Stored items:

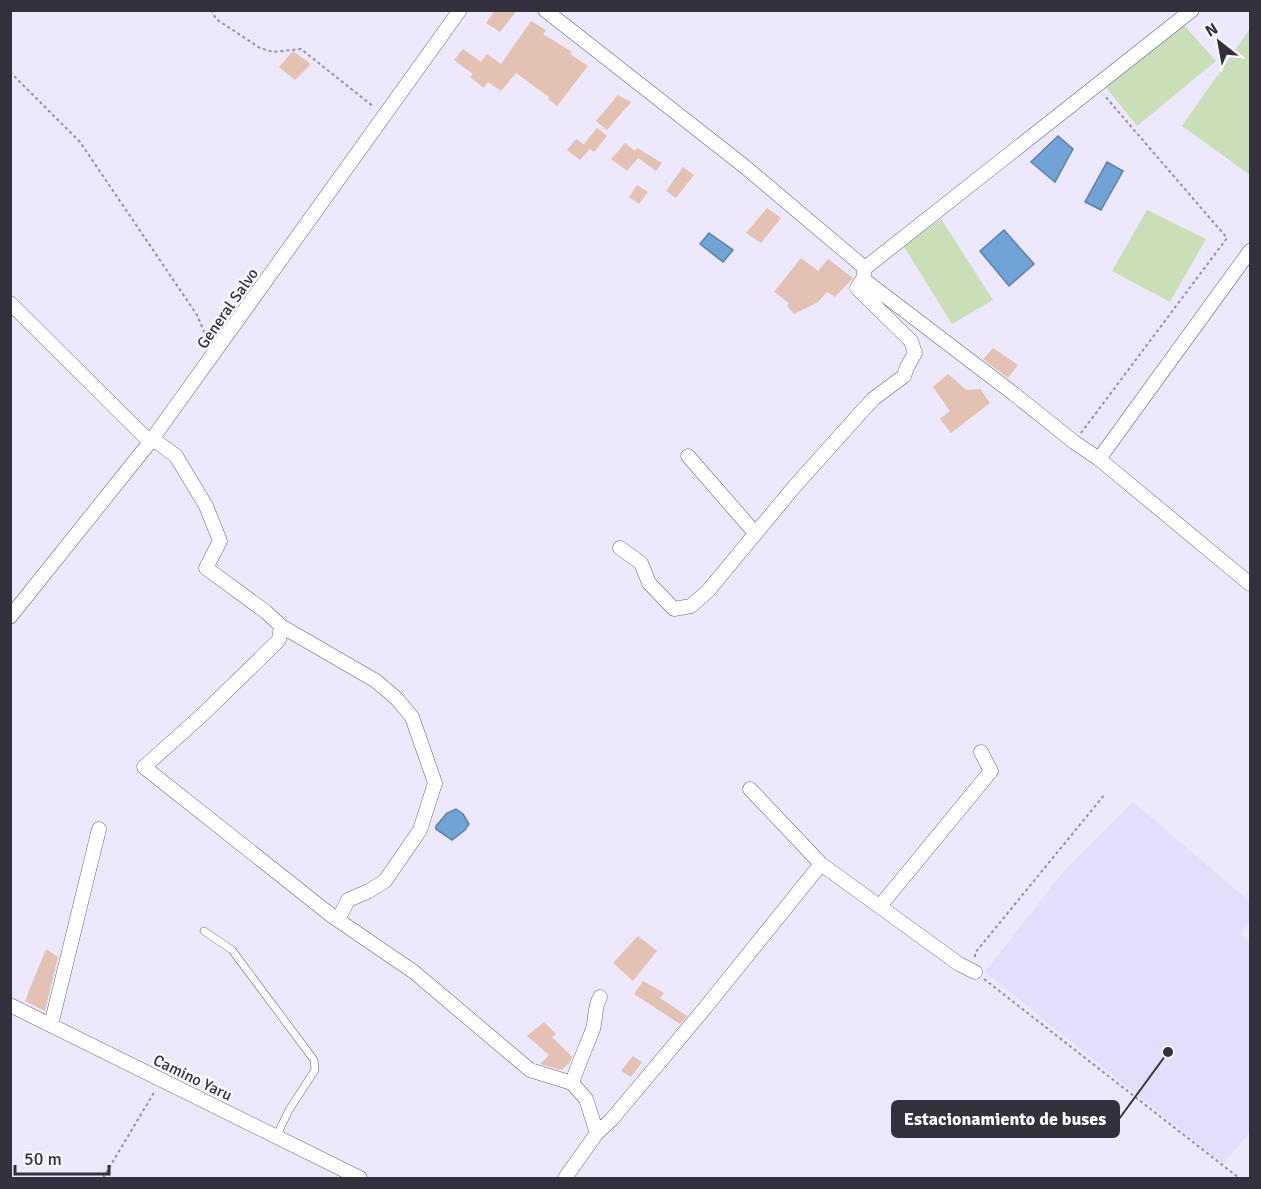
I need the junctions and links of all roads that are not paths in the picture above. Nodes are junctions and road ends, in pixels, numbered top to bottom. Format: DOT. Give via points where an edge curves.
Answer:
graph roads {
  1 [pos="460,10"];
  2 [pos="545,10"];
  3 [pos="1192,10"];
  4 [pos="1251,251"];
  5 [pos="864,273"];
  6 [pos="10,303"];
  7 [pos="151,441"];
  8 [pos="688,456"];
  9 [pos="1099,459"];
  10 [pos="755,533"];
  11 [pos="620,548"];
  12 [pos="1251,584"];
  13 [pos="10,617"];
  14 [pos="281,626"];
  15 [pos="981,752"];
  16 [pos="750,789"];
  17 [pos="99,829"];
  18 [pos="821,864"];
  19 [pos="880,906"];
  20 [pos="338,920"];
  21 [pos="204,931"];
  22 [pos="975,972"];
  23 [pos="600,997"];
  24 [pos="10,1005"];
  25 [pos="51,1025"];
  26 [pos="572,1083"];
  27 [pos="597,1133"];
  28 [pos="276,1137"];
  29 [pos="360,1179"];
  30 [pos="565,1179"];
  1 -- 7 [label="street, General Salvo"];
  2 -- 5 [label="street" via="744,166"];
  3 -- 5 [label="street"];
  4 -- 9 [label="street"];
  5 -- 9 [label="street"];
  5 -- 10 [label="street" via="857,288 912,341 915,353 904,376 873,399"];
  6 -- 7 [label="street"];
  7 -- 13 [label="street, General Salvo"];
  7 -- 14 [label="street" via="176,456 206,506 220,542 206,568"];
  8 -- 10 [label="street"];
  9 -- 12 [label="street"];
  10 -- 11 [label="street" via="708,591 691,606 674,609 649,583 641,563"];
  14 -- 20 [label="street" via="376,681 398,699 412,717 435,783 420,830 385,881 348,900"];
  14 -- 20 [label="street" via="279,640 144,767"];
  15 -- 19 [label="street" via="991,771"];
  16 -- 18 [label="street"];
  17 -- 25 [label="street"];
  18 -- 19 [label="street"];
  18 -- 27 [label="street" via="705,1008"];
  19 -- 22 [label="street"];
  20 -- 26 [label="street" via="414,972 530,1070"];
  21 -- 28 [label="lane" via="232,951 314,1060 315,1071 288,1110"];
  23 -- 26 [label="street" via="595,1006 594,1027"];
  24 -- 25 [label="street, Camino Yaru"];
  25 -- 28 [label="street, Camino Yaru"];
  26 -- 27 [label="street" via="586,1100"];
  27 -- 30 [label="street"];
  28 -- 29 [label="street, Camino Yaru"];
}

==

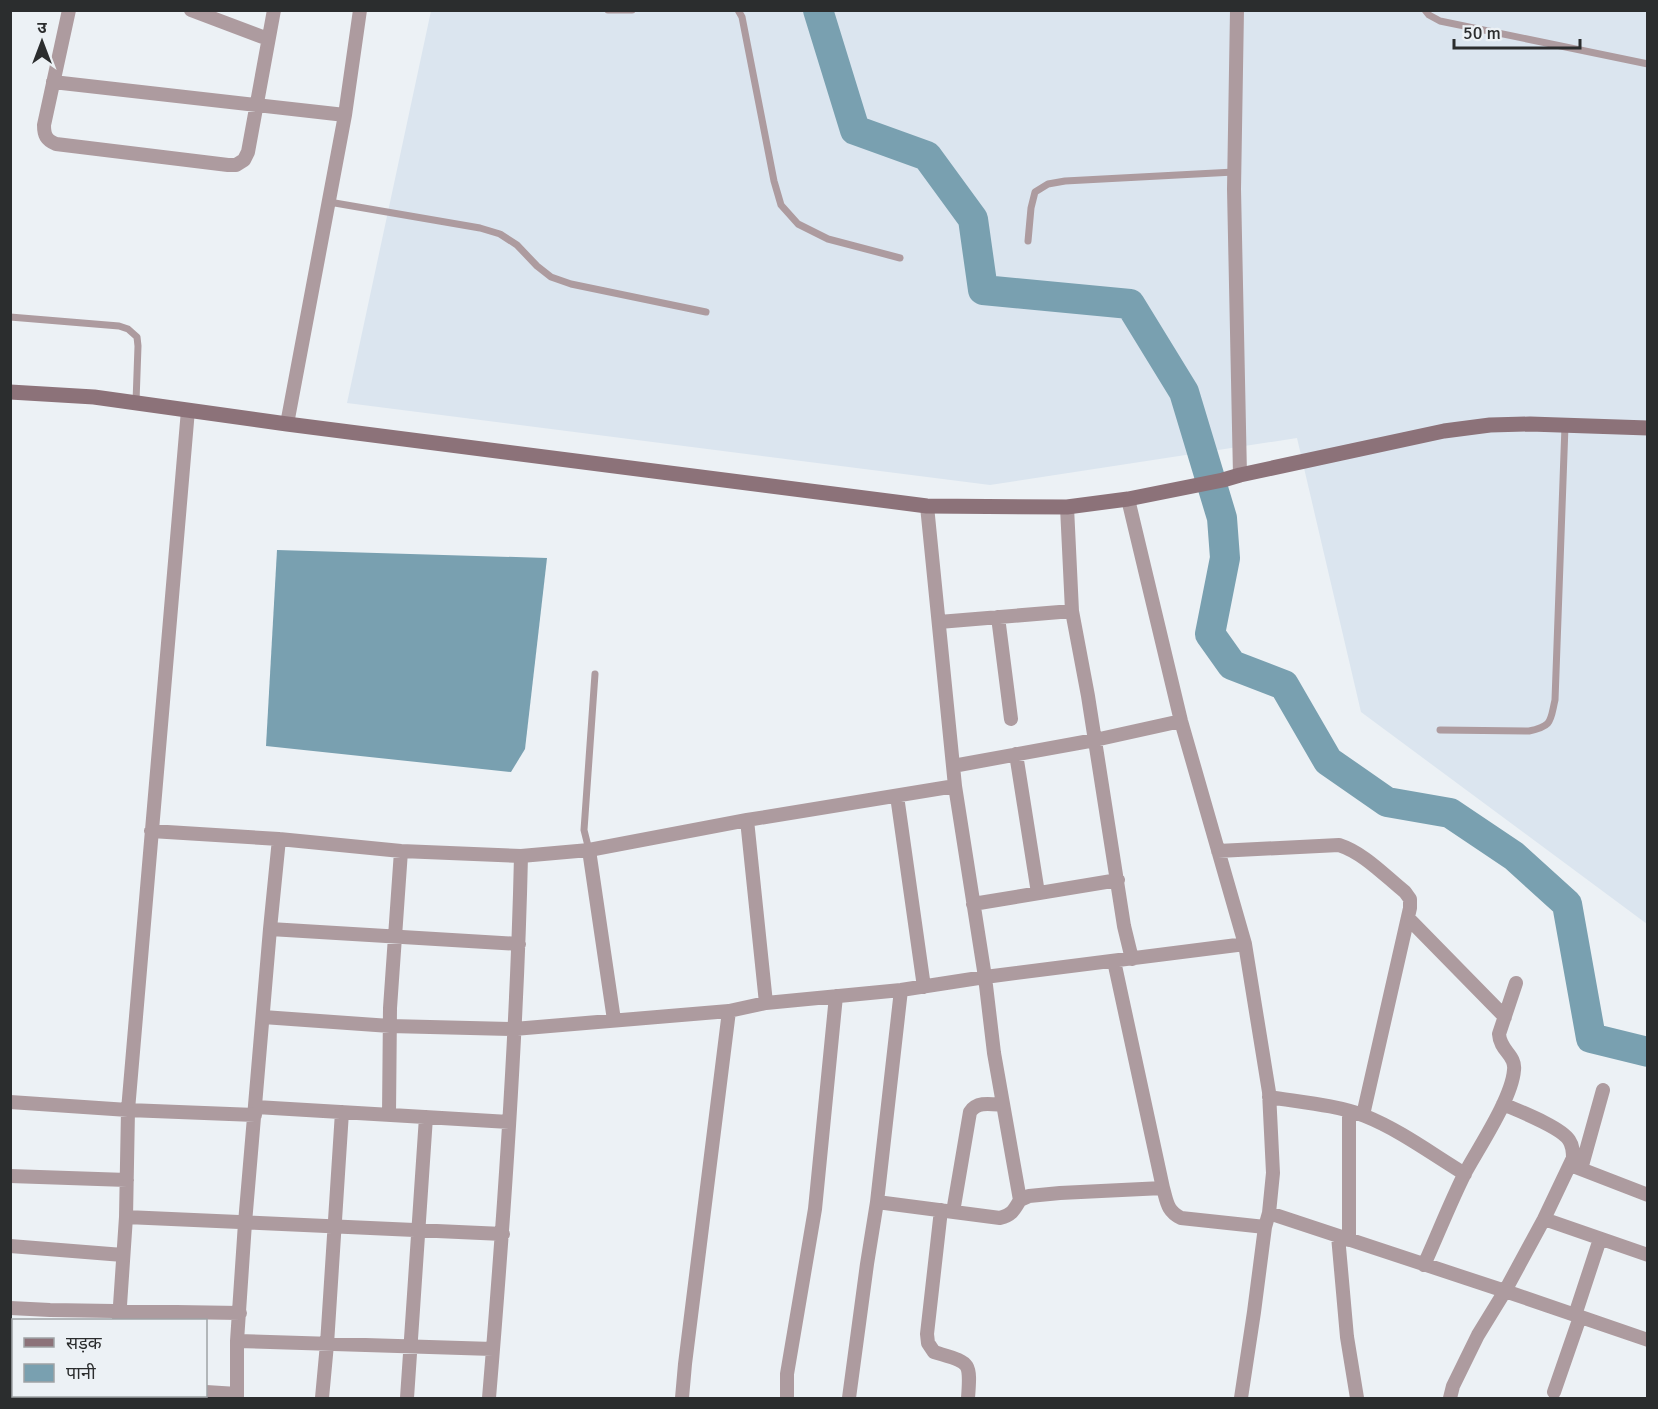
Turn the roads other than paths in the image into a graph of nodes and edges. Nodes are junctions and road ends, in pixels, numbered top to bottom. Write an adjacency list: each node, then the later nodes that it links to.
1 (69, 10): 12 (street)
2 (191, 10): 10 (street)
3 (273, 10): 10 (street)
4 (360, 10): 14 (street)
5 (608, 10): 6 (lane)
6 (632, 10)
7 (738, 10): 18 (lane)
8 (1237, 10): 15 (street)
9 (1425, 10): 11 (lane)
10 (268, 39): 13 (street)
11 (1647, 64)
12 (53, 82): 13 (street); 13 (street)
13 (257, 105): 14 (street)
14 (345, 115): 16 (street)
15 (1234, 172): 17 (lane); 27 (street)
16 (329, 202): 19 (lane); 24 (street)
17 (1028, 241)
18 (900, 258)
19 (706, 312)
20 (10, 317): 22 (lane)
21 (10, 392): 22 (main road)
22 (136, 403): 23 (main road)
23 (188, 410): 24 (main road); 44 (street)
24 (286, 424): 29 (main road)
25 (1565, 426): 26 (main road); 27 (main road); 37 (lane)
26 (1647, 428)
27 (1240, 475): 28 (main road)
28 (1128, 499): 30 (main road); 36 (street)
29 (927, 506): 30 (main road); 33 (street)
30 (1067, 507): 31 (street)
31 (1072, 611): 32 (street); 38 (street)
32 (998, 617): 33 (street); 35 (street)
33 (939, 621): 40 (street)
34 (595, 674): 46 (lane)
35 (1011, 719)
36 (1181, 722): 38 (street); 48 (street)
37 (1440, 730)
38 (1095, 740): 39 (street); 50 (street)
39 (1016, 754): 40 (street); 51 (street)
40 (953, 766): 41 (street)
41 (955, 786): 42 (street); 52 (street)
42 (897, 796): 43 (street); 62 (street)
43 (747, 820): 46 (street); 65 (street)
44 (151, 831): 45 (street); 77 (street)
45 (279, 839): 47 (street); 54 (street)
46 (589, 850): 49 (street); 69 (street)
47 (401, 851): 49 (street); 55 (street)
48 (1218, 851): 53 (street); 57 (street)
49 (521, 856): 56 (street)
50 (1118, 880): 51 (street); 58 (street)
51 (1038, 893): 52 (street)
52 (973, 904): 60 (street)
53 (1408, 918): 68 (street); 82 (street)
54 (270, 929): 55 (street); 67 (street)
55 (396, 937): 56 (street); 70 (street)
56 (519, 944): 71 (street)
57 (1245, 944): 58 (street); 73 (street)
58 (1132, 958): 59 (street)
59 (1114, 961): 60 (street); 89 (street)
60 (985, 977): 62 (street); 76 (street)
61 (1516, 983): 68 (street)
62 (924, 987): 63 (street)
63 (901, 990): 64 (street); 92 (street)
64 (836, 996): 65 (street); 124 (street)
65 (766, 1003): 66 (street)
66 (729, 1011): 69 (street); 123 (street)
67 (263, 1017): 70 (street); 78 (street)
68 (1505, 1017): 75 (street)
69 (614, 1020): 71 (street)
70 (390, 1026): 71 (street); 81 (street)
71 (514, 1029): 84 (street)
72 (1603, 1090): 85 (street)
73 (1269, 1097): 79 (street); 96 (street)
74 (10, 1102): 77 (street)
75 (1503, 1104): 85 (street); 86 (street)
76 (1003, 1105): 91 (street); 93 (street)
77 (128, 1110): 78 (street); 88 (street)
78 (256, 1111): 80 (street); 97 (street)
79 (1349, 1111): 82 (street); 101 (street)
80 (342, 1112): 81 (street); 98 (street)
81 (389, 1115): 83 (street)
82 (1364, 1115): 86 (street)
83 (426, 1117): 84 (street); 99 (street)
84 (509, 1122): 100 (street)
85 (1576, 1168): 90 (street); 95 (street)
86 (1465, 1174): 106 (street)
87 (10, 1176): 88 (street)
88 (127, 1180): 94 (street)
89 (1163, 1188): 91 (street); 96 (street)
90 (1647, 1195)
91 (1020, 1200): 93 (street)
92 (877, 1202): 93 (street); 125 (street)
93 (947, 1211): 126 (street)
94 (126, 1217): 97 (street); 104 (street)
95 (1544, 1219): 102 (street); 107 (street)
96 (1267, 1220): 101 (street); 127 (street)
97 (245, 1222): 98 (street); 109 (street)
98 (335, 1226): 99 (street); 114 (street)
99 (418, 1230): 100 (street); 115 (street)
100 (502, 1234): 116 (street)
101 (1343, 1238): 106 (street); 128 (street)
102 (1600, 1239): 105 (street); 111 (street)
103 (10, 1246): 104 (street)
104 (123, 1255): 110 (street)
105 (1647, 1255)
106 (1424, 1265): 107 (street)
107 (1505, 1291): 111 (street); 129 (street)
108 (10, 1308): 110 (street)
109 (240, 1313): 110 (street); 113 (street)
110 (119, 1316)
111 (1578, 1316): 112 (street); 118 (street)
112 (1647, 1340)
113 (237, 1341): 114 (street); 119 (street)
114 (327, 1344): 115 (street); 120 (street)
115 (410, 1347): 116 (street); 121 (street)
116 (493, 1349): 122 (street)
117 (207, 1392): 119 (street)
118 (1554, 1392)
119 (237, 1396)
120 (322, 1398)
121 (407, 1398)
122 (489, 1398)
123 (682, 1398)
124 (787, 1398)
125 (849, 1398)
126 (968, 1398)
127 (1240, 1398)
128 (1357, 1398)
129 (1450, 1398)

What the task asks
What is the number of lines above that hold the word "numbered"? Answer with that number alone.

Result for this exercise
2